Вообще она много чего не намеревалась объяснять людям, среди которых ей приходилось находиться. Новая Республика наполняла ее горькой и безнадежной злостью – она осознавала эту злость, понимала, что это непрофессионально, но избавиться от этого чувства не могла. Пустая растрата людского потенциала, которая и была смыслом существования Новой Республики, оскорбляла ее чувства, как публичное сожжение книг или истребление ни в чем неповинных.
Новая Республика существовала 250 лет на расстоянии 250 световых лет от Земли. Когда Эсхатон переместил девять десятых населения Земли через червоточину – по причинам, до объяснений которых не снизошел, – он их частично отсортировал по этнической, социальной или психологической близости. Новой Республике досталась смесь из восточноевропейских технофобов и роялистов, ищущих утешения в прошлых веках.
Основатели Новой Республики пострадали от рук безликих технологических перемен. В рыночных демократиях до-сингулярностной Земли они видели, как миллионы людей выбросили на свалку истории. Получив в свое распоряжение новый мир и средства обращения с ним, они немедленно установили консервативный общественный порядок. Спустя поколение разразилась жестокая гражданская война между теми, кто хотел использовать и дальше корнукопии – наносборочные фабрики, способные создавать любые физические товары, – и теми, кто хотел держаться более простого образа жизни, когда каждый знает свое место и свое место есть для каждого. Прогрессисты потерпели поражение, и Новая Республика столетие развивалась естественным образом – как развивалась бы Европа, если бы физика и химия остановились в 1890 году. Патентные бюро закрылись: места для мечтающих релятивистов предусмотрено не было.
Стоя голой посреди ковра, Рашель смогла на время отложить эти мысли. Отключиться от окружающего мира, пока ее имплантаты пробегали свою обычную последовательность тренировки самозащиты. Она начиналась с дыхательных упражнений, потом шли изометрические сокращения групп мышц под контролем системы управления боем, наконец – молниеносные движения, когда встроенные контроллеры нервной системы брали на себя управление, вертя ее тело в каскаде упражнений боевых искусств. Десятиминутный цикл два раза в неделю держал ее в такой готовности к самообороне, которая от адепта без имплантатов потребовала бы не меньше часа каждый день.

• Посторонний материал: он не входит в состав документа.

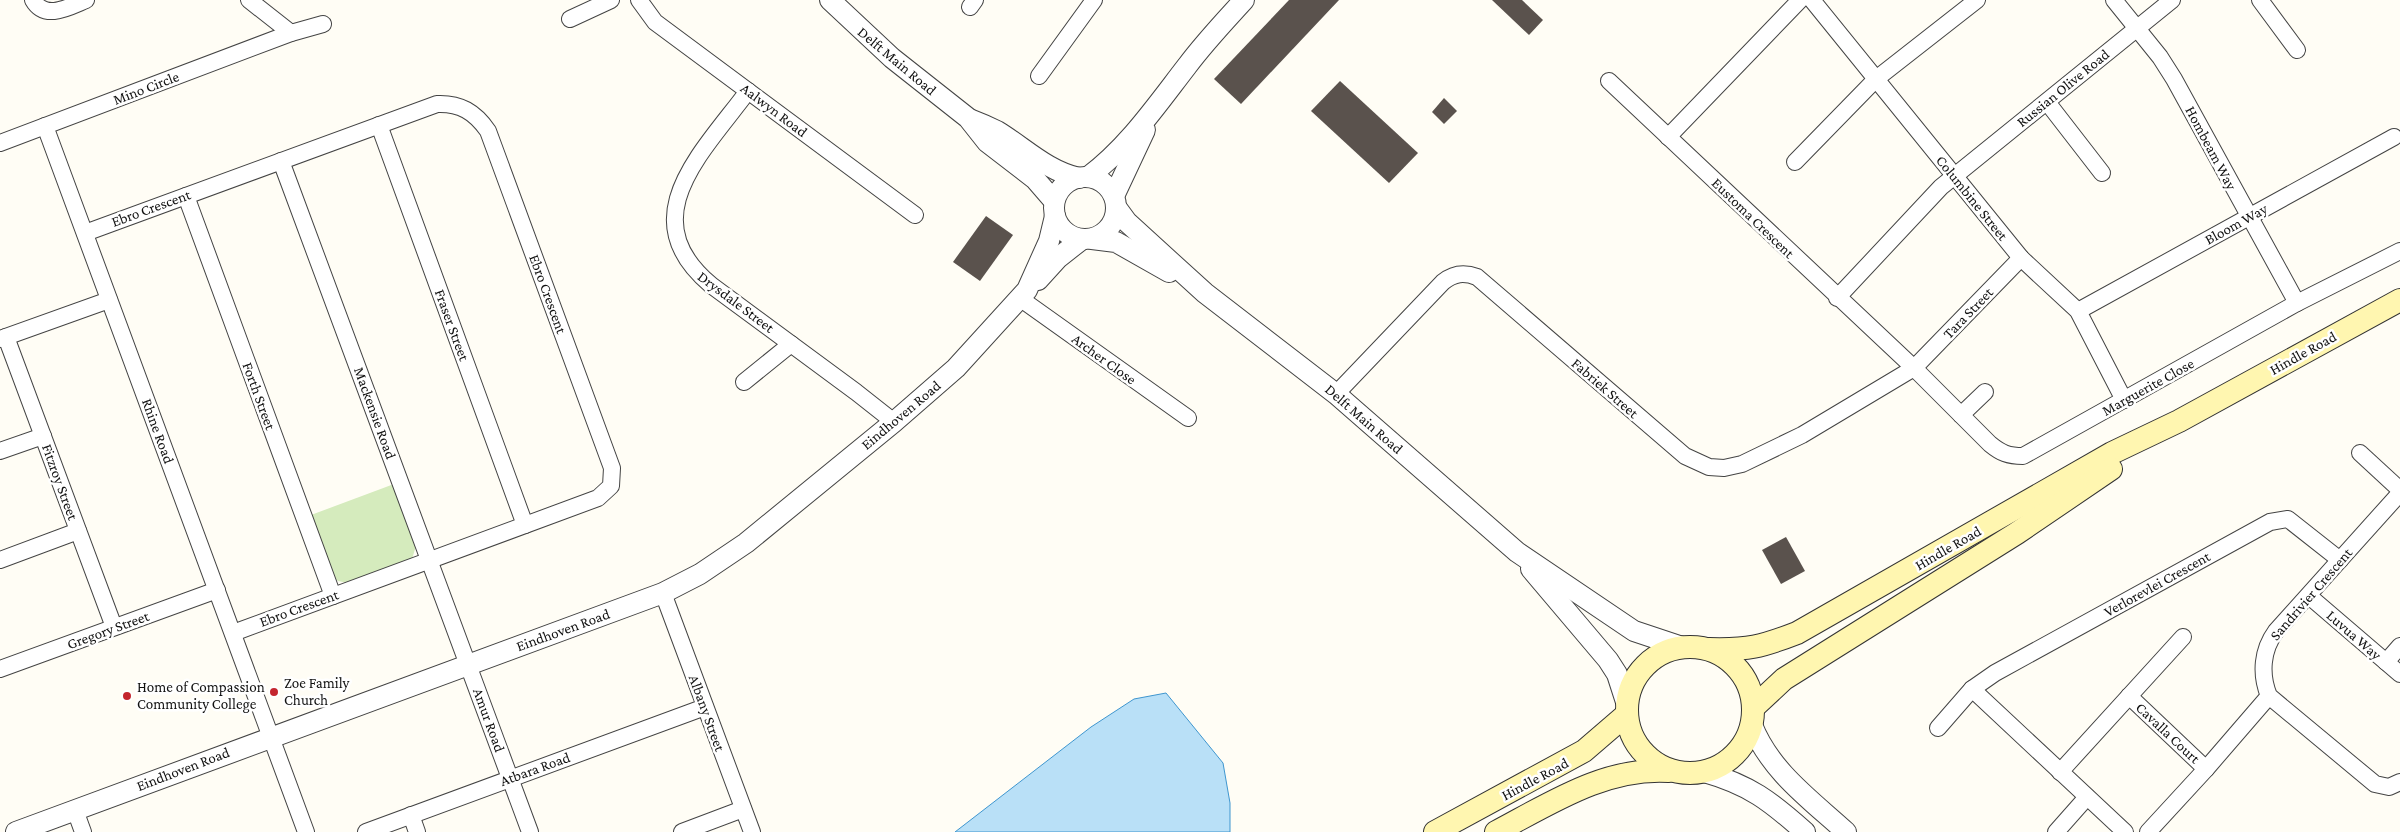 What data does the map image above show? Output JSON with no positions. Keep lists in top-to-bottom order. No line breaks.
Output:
{"streets":{"main road":["Hindle Road"],"street":["Delft Main Road","Mino Circle","Russian Olive Road","Aalwyn Road","Hombeam Way","Columbine Street","Ebro Crescent","Eustoma Crescent","Bloom Way","Drysdale Street","Tara Street","Fraser Street","Archer Close","Marguerite Close","Fabriek Street","Forth Street","Mackensie Road","Eindhoven Road","Rhine Road","Fitzroy Street","Verlorevlei Crescent","Sandrivier Crescent","Gregory Street","Luvua Way","Albany Street","Amur Road","Cavalla Court","Atbara Road"]},"crossings":[["Delft Main Road","Hindle Road"],["Delft Main Road","Fabriek Street"],["Delft Main Road","Eindhoven Road"],["Mino Circle","Rhine Road"],["Russian Olive Road","Hombeam Way"],["Russian Olive Road","Columbine Street"],["Aalwyn Road","Drysdale Street"],["Hombeam Way","Bloom Way"],["Hombeam Way","Marguerite Close"],["Columbine Street","Bloom Way"],["Columbine Street","Tara Street"],["Columbine Street","Marguerite Close"],["Ebro Crescent","Fraser Street"],["Ebro Crescent","Forth Street"],["Ebro Crescent","Mackensie Road"],["Ebro Crescent","Rhine Road"],["Eustoma Crescent","Tara Street"],["Eustoma Crescent","Marguerite Close"],["Eustoma Crescent","Fabriek Street"],["Drysdale Street","Eindhoven Road"],["Tara Street","Marguerite Close"],["Tara Street","Fabriek Street"],["Archer Close","Eindhoven Road"],["Marguerite Close","Fabriek Street"],["Mackensie Road","Eindhoven Road"],["Mackensie Road","Amur Road"],["Eindhoven Road","Rhine Road"],["Eindhoven Road","Albany Street"],["Eindhoven Road","Amur Road"],["Rhine Road","Gregory Street"],["Fitzroy Street","Gregory Street"],["Verlorevlei Crescent","Sandrivier Crescent"],["Sandrivier Crescent","Luvua Way"],["Albany Street","Atbara Road"],["Amur Road","Atbara Road"]],"places":["Zoe Family Church","Home of Compassion Community College"]}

Вертясь и дергаясь на невидимых нитях, она разбрасывала и расчленяла нематериальных демонов – нетрудно было перенести на них свою злость и досаду. Вот это – за того слепого нищего, которого она видела сегодня на улице. Его болезнь была бы излечима в мире, где медицина развита получше. А это – за тех крестьян, которых обрекли пахать землю, считая придатками этой земли, а не людьми. Это – за женщин, погибающих при родах нежеланных детей. Это – попам, пособникам предрассудков, насажденных правящей элитой, попам, впаривающим своей пастве фальшивые утешения будущей жизни, когда все ужасы, верующих преследующие, из цивилизованных миров давно изгнаны. А это, вот это и вот это – тем, кто к ней относится как к человеку третьего сорта. Злость требовала множества ката.
Не хочу я этого мира. Не люблю я этот мир. Не нужен мне этот мир, не хочу я ему сочувствовать, и его обитателям тоже. Эх, если бы только я им не была нужна…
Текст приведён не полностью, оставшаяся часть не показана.